▸ DIRECTIONS
The records follow. Filter them to the lines that hold "Farmacêuticos".

▸ Saved data entries
* * * * * * * * *
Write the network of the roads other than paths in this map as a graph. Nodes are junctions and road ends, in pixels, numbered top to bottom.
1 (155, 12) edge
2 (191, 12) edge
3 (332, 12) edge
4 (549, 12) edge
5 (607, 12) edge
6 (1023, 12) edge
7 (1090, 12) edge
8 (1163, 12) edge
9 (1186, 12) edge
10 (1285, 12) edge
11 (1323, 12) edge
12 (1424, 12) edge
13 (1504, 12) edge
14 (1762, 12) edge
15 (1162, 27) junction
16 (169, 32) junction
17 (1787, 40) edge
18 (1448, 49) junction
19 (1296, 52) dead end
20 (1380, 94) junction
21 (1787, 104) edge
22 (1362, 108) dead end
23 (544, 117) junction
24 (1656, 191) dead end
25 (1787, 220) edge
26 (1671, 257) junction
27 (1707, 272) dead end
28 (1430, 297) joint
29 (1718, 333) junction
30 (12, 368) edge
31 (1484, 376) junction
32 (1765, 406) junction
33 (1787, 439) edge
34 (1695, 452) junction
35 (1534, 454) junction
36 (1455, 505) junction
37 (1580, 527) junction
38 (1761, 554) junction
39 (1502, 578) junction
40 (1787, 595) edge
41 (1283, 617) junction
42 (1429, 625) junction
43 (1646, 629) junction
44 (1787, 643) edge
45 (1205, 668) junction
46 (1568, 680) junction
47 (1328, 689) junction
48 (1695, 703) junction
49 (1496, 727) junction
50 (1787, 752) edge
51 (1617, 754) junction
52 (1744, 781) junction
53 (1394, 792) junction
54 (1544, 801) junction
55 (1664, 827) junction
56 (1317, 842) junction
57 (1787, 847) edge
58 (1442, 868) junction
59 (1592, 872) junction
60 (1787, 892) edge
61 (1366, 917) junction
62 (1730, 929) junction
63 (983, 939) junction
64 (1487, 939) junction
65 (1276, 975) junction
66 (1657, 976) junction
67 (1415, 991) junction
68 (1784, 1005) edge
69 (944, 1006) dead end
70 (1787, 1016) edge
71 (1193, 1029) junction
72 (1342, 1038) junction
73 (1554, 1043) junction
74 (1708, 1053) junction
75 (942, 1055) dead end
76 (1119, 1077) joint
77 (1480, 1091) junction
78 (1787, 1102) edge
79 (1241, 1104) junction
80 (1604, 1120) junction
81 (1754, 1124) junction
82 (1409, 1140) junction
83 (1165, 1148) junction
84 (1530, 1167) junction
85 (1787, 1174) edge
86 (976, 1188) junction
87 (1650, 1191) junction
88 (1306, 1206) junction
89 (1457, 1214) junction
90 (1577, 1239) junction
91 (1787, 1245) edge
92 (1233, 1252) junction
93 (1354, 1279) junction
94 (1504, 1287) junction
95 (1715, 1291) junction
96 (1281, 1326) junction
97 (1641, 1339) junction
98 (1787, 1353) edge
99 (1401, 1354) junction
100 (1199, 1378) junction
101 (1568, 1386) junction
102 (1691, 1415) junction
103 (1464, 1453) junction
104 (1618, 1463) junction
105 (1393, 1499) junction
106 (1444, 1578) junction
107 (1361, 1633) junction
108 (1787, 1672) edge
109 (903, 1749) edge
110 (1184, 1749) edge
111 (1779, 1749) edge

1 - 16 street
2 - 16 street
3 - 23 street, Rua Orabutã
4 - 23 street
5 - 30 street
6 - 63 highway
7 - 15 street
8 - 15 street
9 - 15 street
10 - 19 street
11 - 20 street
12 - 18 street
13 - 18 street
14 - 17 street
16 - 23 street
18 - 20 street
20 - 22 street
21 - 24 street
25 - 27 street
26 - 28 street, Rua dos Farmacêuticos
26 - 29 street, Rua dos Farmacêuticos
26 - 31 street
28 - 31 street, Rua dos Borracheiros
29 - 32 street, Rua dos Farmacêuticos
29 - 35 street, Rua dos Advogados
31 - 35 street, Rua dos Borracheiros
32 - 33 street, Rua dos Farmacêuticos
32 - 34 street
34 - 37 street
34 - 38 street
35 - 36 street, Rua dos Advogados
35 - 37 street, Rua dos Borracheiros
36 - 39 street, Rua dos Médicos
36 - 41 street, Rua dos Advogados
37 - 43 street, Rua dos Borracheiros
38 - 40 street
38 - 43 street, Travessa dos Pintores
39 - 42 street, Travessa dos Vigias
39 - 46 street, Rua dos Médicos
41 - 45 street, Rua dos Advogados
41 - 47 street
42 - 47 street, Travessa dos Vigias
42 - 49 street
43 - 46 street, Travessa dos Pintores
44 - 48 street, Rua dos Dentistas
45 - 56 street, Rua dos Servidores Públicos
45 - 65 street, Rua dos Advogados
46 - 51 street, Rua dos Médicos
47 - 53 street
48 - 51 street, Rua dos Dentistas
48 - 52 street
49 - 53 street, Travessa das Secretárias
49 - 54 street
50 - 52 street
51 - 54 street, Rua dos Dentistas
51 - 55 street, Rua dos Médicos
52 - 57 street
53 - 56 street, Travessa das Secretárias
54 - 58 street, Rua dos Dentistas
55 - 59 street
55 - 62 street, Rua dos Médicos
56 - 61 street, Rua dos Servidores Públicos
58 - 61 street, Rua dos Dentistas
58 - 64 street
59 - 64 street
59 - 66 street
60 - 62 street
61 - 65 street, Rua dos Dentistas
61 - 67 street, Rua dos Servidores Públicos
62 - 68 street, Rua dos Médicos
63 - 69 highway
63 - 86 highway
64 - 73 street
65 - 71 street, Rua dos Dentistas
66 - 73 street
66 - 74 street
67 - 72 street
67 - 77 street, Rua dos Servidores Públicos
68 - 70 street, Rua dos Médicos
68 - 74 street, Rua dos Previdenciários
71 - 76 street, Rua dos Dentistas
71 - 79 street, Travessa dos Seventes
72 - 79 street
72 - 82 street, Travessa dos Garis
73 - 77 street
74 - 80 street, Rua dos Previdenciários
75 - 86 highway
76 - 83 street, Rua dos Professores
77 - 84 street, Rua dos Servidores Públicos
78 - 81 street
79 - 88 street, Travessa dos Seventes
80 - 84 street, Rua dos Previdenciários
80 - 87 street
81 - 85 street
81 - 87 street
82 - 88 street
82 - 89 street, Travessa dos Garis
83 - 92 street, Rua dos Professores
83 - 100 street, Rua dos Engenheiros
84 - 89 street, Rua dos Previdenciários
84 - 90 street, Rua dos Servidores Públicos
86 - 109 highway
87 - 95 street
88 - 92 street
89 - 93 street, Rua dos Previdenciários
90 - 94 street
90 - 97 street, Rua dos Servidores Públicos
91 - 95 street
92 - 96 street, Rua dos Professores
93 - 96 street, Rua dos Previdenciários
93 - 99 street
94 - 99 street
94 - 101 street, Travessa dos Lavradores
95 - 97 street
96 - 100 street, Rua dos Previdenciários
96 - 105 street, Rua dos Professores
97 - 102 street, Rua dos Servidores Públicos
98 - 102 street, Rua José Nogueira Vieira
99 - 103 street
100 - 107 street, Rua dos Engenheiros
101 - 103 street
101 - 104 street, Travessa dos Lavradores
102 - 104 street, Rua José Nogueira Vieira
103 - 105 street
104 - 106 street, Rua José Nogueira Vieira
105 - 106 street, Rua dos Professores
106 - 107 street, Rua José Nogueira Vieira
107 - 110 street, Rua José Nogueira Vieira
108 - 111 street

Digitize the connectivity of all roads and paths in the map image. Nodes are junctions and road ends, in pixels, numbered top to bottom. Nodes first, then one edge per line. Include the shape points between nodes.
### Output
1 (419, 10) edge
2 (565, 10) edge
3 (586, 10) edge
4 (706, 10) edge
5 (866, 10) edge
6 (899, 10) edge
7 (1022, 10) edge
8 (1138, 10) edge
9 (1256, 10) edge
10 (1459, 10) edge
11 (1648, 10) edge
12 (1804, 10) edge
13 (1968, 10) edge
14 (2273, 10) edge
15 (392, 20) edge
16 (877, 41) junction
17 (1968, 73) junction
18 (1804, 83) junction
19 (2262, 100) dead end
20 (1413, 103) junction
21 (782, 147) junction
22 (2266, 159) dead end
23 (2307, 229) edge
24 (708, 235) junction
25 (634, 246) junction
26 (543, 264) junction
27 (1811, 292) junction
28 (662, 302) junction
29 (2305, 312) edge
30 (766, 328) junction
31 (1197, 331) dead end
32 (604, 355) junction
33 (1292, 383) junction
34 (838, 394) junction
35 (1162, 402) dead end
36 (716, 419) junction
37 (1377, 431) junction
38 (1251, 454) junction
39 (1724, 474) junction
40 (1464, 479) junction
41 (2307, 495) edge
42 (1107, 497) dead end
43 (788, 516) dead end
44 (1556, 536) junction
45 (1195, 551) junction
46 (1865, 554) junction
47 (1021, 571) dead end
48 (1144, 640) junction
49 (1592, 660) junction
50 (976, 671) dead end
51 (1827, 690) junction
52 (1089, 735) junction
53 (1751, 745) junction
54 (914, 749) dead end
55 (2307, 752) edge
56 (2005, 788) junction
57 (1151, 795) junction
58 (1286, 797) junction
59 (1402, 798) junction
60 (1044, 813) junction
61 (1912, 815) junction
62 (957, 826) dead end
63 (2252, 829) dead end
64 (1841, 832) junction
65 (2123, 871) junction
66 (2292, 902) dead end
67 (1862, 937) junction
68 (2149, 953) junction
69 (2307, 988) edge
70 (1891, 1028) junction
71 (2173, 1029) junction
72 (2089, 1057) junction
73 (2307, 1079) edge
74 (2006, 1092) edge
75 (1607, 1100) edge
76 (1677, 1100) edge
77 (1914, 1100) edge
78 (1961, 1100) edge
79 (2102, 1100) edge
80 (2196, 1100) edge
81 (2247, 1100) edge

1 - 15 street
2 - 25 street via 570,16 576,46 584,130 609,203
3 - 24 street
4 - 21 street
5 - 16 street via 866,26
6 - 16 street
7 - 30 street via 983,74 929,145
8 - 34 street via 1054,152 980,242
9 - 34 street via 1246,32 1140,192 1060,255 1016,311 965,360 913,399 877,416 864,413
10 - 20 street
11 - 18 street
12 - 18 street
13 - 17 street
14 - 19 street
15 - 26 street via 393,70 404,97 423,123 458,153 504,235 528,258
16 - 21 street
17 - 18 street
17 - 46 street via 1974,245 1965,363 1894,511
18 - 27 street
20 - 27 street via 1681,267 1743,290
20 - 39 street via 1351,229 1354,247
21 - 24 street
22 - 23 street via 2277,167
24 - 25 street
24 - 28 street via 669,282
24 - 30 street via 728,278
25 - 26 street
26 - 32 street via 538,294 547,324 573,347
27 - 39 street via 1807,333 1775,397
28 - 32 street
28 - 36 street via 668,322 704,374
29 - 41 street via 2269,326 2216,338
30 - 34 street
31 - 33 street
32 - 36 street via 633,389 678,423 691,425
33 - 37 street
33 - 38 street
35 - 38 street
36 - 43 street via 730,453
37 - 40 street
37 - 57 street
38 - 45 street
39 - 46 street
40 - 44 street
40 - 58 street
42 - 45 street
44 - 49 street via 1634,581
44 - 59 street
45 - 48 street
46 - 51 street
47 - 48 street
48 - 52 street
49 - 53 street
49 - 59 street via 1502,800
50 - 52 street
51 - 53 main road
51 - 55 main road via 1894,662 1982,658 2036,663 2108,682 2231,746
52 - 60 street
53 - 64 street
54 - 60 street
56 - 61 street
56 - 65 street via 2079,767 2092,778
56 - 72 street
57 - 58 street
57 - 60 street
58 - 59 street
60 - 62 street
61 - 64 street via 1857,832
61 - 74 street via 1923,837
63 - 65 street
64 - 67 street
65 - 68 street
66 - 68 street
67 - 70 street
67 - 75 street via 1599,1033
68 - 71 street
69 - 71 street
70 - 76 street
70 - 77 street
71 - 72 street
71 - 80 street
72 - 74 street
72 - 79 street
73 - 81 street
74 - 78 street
* * * * * * * * *
▸ WORKED SOLUTION
26 - 28 street, Rua dos Farmacêuticos
26 - 29 street, Rua dos Farmacêuticos
29 - 32 street, Rua dos Farmacêuticos
32 - 33 street, Rua dos Farmacêuticos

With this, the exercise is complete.